→ WHAT TO DO
Restate all of the records below exactly. Do not carry over any image.
════════════════
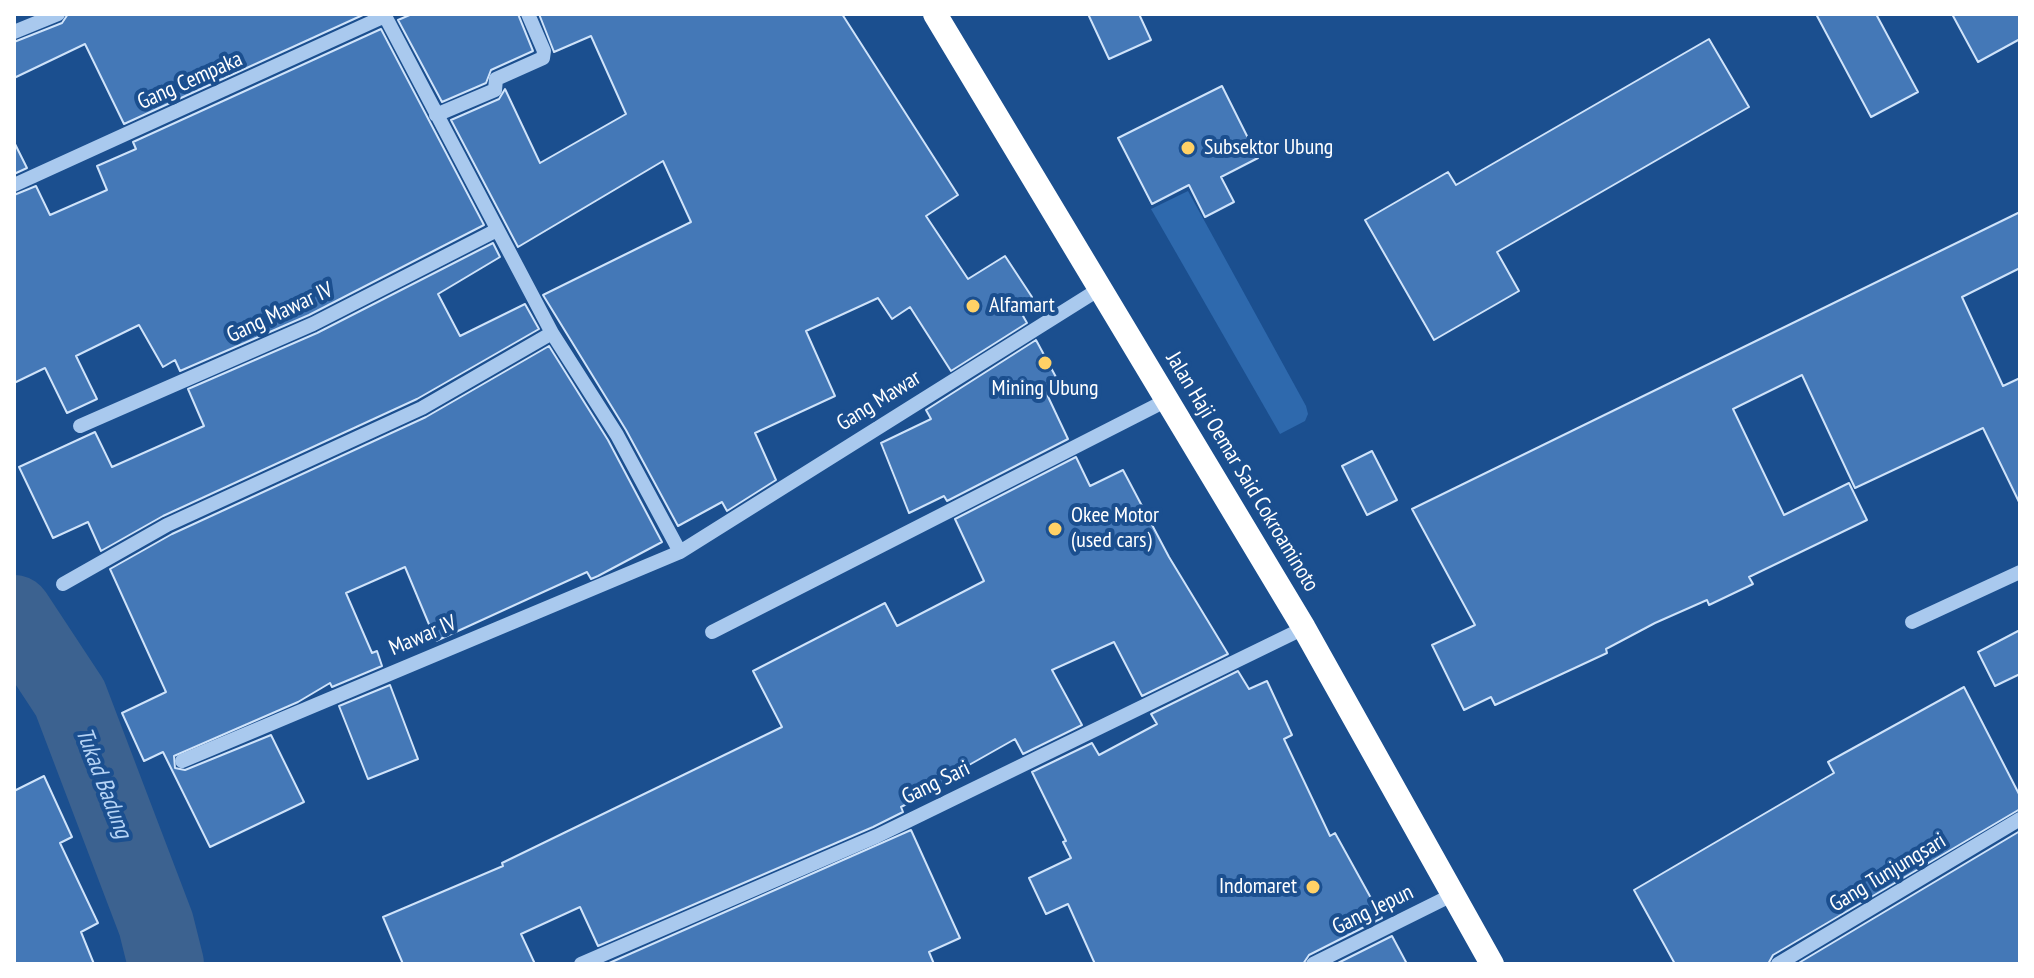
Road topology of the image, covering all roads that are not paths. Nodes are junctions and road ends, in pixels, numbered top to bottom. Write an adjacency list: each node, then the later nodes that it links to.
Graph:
1 (58, 14): 4 (street)
2 (528, 14): 5 (street)
3 (935, 14): 8 (highway, Jalan Haji Oemar Said Cokroaminoto)
4 (14, 32)
5 (436, 115): 6 (street, Gang Cempaka); 7 (street)
6 (14, 185)
7 (495, 231): 9 (street); 11 (street, Gang Mawar IV)
8 (1101, 288): 10 (highway, Jalan Haji Oemar Said Cokroaminoto); 12 (street, Gang Mawar)
9 (552, 333): 12 (street); 14 (street)
10 (1169, 399): 16 (highway, Jalan Haji Oemar Said Cokroaminoto); 17 (street)
11 (80, 426)
12 (680, 552): 18 (street, Mawar IV)
13 (2020, 572): 15 (street)
14 (63, 584)
15 (1912, 622)
16 (1304, 628): 20 (highway, Jalan Haji Oemar Said Cokroaminoto); 21 (street, Gang Sari)
17 (712, 632)
18 (182, 761)
19 (2020, 819): 24 (street, Gang Tunjungsari)
20 (1452, 895): 22 (street, Gang Jepun); 23 (highway, Jalan Haji Oemar Said Cokroaminoto)
21 (581, 964)
22 (1313, 964)
23 (1492, 964)
24 (1778, 964)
════════════════
→ OUTPUT
Road topology of the image, covering all roads that are not paths. Nodes are junctions and road ends, in pixels, numbered top to bottom. Write an adjacency list: each node, then the later nodes that it links to.
Graph:
1 (58, 14): 4 (street)
2 (528, 14): 5 (street)
3 (935, 14): 8 (highway, Jalan Haji Oemar Said Cokroaminoto)
4 (14, 32)
5 (436, 115): 6 (street, Gang Cempaka); 7 (street)
6 (14, 185)
7 (495, 231): 9 (street); 11 (street, Gang Mawar IV)
8 (1101, 288): 10 (highway, Jalan Haji Oemar Said Cokroaminoto); 12 (street, Gang Mawar)
9 (552, 333): 12 (street); 14 (street)
10 (1169, 399): 16 (highway, Jalan Haji Oemar Said Cokroaminoto); 17 (street)
11 (80, 426)
12 (680, 552): 18 (street, Mawar IV)
13 (2020, 572): 15 (street)
14 (63, 584)
15 (1912, 622)
16 (1304, 628): 20 (highway, Jalan Haji Oemar Said Cokroaminoto); 21 (street, Gang Sari)
17 (712, 632)
18 (182, 761)
19 (2020, 819): 24 (street, Gang Tunjungsari)
20 (1452, 895): 22 (street, Gang Jepun); 23 (highway, Jalan Haji Oemar Said Cokroaminoto)
21 (581, 964)
22 (1313, 964)
23 (1492, 964)
24 (1778, 964)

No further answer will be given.